§ **PROBLEM TO WORK ON**: Restate the entries below in full, exactly as they read, but without pictures.

§ **SUPPLIED INFORMATION**:
================================
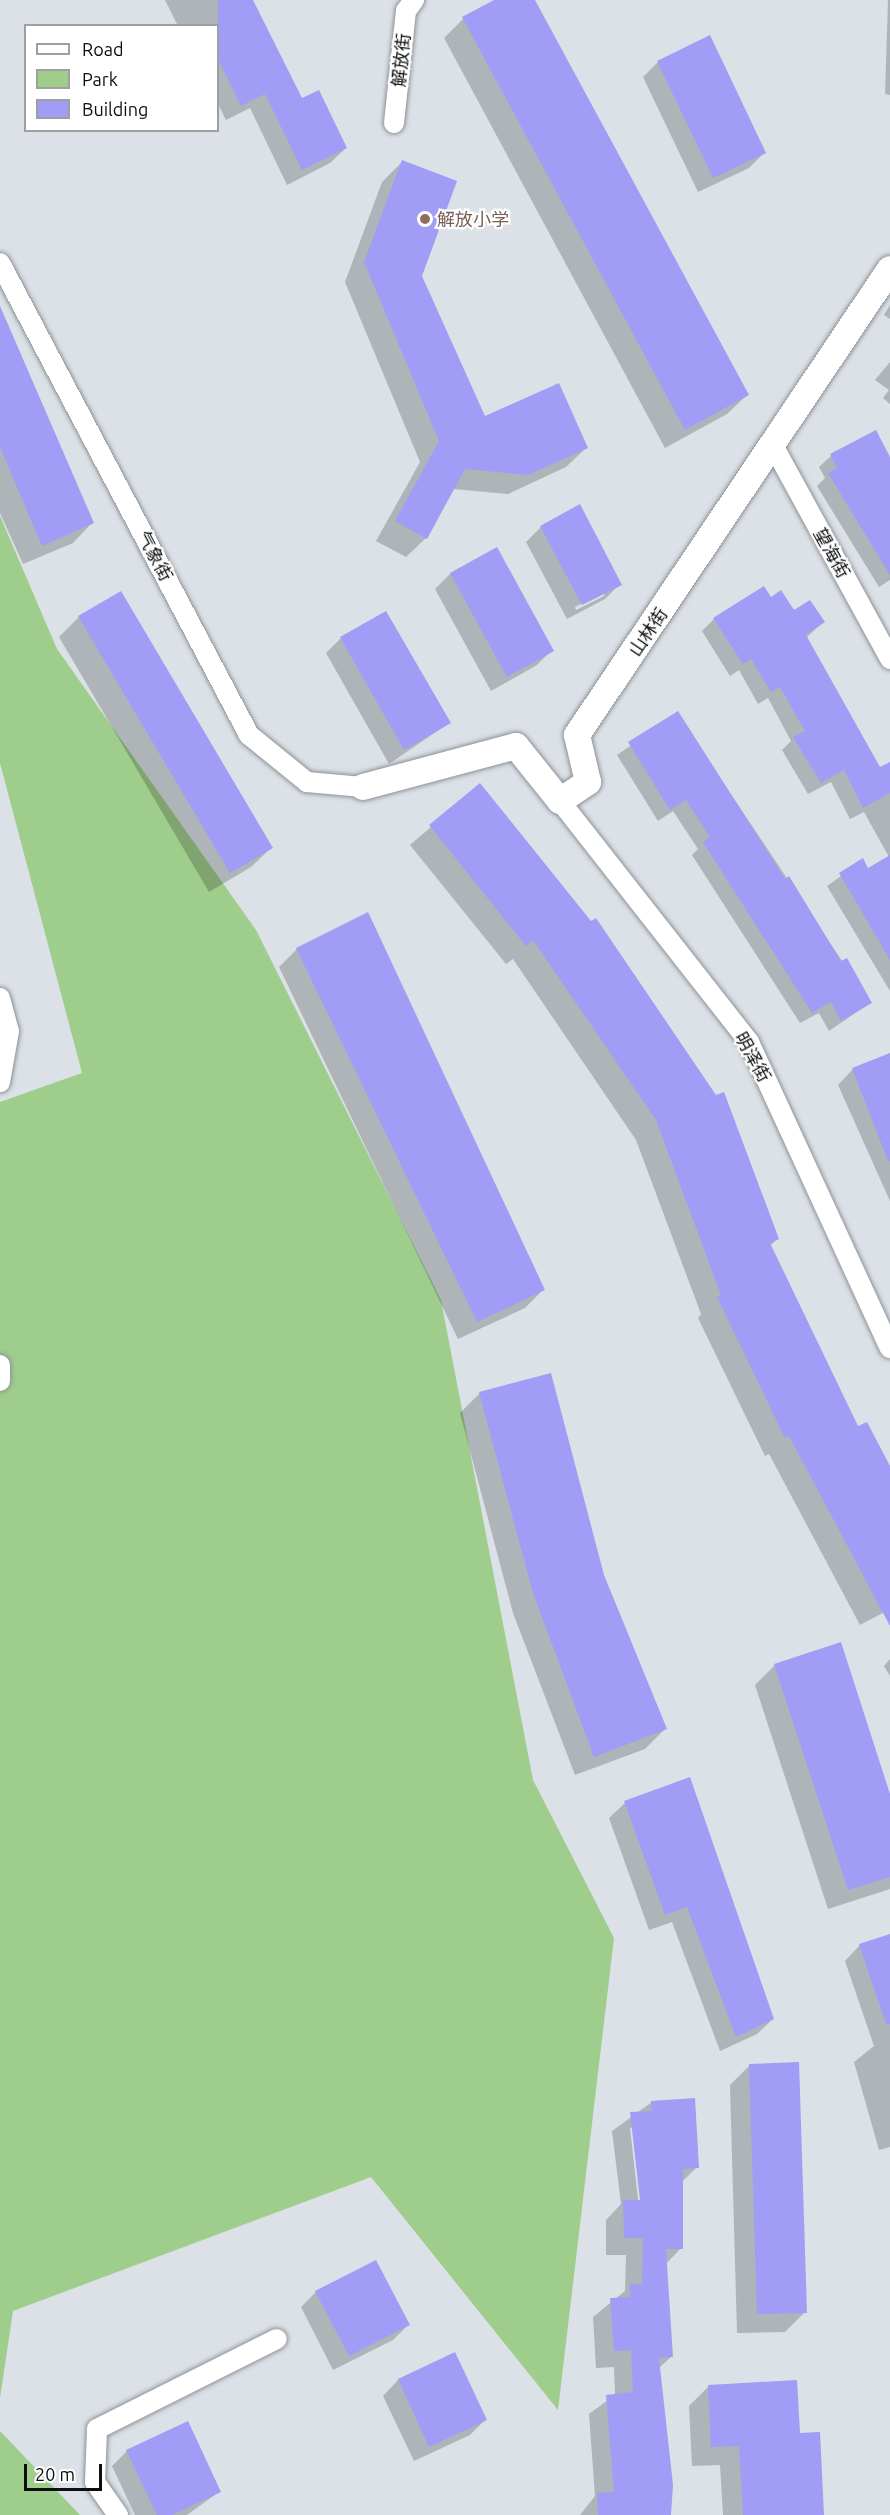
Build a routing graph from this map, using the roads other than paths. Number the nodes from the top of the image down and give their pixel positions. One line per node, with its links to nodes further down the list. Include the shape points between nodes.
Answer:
1 (414, 0): 2 (street, 解放街, via 406,10)
2 (394, 123)
3 (0, 263): 7 (street, 气象街, via 249,735 307,782)
4 (890, 270): 5 (street, 山林街)
5 (774, 447): 6 (street, 望海街); 8 (street, 山林街, via 577,735 588,782)
6 (890, 659)
7 (363, 787): 8 (street, via 516,746)
8 (560, 801): 11 (street, 明泽街, via 749,1042)
9 (0, 998): 10 (street, via 9,1031)
10 (0, 1082)
11 (890, 1348)
12 (0, 1365): 13 (street)
13 (0, 1381)
14 (277, 2339): 15 (street, via 98,2429 95,2482)
15 (118, 2515)

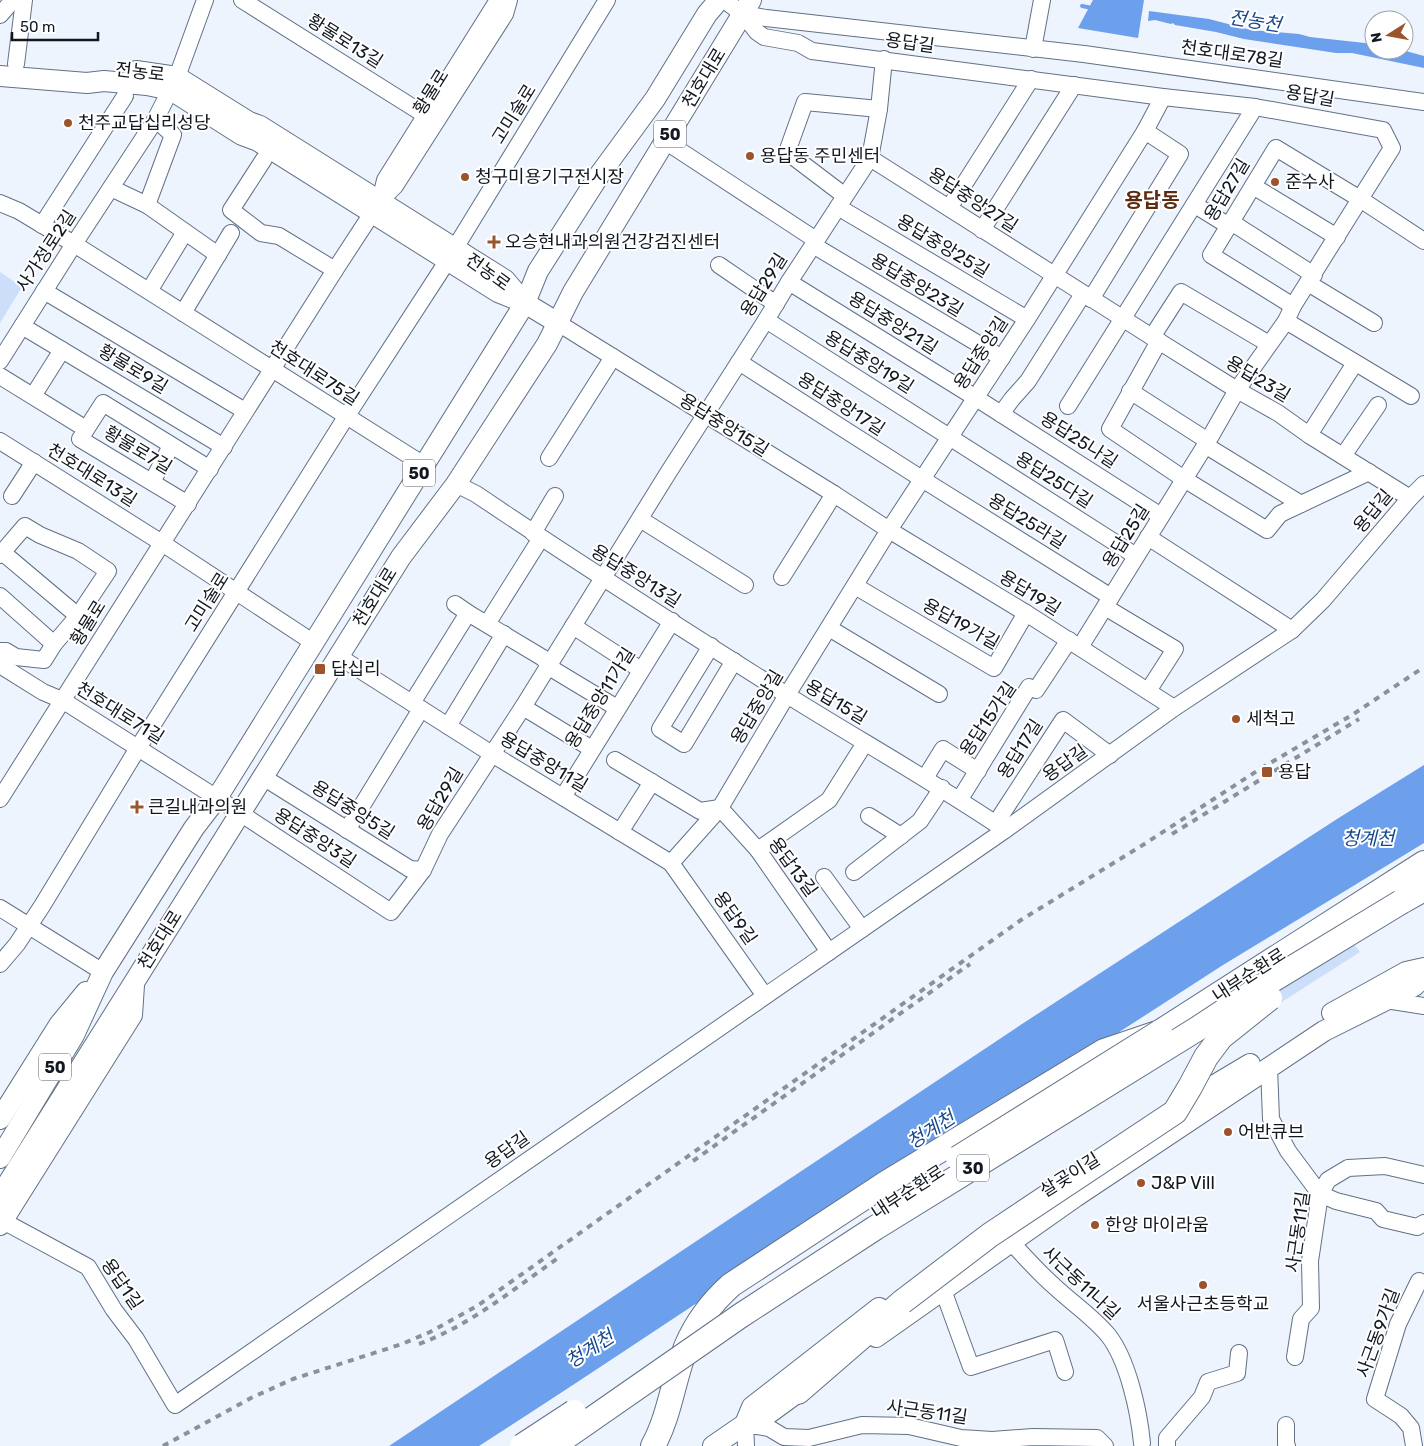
================================
§ **COMPLETED EXERCISE**:
Build a routing graph from this map, using the roads other than paths. Number the nodes from the top of the image down and give their pixel positions. One line per node, with its links to nodes further down the list. Include the shape points between nodes.
Answer:
1 (414, 0): 2 (street, 解放街, via 406,10)
2 (394, 123)
3 (0, 263): 7 (street, 气象街, via 249,735 307,782)
4 (890, 270): 5 (street, 山林街)
5 (774, 447): 6 (street, 望海街); 8 (street, 山林街, via 577,735 588,782)
6 (890, 659)
7 (363, 787): 8 (street, via 516,746)
8 (560, 801): 11 (street, 明泽街, via 749,1042)
9 (0, 998): 10 (street, via 9,1031)
10 (0, 1082)
11 (890, 1348)
12 (0, 1365): 13 (street)
13 (0, 1381)
14 (277, 2339): 15 (street, via 98,2429 95,2482)
15 (118, 2515)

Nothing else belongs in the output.